The manner in which bees are kept, and the ease with which we are able to take a little of the extra honey, has made some real strides over the years. It used to be that you had to completely kill a colony in order to harvest that honey. Now with the use of moveable frames we simply take a few out, process them for honey and return them with much of the comb still in tact.
Harvesting excess honey in a banner year.
The previous year it was a hard winter for many of the honey bees in the area and the ones on the roof of the museum were no exception. Like many of the local beekeepers we were sad to see that despite our efforts, few of our bees made it through the winter in 2012/2013.
We started fresh this past spring with new colonies. With the help of our local beekeeper Anne, we installed them in June and were happy to see them get as busy as, well, bees. They could be seen around the grounds buzzing around flowers and collecting nectar in the various habit recreations featuring native plantings throughout the growing season.

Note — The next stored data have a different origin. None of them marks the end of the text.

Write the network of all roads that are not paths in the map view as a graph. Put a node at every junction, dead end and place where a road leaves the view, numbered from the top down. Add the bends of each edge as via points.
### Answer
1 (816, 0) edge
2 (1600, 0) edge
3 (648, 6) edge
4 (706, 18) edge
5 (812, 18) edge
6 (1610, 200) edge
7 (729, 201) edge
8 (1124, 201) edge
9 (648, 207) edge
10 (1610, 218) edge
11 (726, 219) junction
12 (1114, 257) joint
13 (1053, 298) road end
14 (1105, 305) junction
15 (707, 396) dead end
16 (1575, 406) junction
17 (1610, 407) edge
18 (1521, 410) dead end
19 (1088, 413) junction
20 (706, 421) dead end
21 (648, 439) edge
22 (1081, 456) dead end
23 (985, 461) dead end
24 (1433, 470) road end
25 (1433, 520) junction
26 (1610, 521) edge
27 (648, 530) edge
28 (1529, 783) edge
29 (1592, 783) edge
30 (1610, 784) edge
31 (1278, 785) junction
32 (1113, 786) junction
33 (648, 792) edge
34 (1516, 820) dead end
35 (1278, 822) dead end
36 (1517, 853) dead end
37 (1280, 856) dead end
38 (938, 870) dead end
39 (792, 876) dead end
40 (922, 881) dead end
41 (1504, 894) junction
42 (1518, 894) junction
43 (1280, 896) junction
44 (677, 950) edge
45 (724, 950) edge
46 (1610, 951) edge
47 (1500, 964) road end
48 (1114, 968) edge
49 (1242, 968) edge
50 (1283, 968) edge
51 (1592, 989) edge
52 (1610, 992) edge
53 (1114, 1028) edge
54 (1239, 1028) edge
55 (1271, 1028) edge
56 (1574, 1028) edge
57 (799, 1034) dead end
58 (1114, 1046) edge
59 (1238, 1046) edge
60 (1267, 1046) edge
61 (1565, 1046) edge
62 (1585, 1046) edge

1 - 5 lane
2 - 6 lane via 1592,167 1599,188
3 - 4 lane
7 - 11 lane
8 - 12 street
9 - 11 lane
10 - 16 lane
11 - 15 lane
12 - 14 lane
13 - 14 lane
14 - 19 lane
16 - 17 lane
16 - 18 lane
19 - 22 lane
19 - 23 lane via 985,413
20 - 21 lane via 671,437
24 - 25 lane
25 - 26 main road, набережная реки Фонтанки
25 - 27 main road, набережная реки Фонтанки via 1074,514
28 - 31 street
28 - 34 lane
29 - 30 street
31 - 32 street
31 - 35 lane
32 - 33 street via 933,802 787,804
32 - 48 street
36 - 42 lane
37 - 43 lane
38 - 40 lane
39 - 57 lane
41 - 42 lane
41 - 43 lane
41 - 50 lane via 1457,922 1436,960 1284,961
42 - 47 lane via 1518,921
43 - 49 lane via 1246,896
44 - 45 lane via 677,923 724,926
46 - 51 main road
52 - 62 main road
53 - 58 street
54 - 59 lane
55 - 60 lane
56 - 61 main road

Supplementing the hives with sugar water.
So without taking any of the fruits of their labor, we tucked our bees in for the winter of 2013/14. We added a little extra nutrition to tide them over and some insulation so it would be less drafty. We hoped for a strong start in the spring.
A good sign of live bee activity. Snow melt around the hive.
The good news so far is that when we looked into our hives we found 10 out of 12 with activity. Some look stronger than others and there is still a long way to go until we can say they’re going to make it into the full growing season, but this is far more then we dared hope for.
Working quick to minimize cold exposure
We keep hoping for better years for the honey bees and their relatives the native bees. These species are important in helping to provide the pollination that gives us many of our favorite summer flowers and fruits. It’s hard to over estimate the importance of these services in both the natural world and in the cultivated crops we rely on for much of our diet. For now we’ll take this small victory.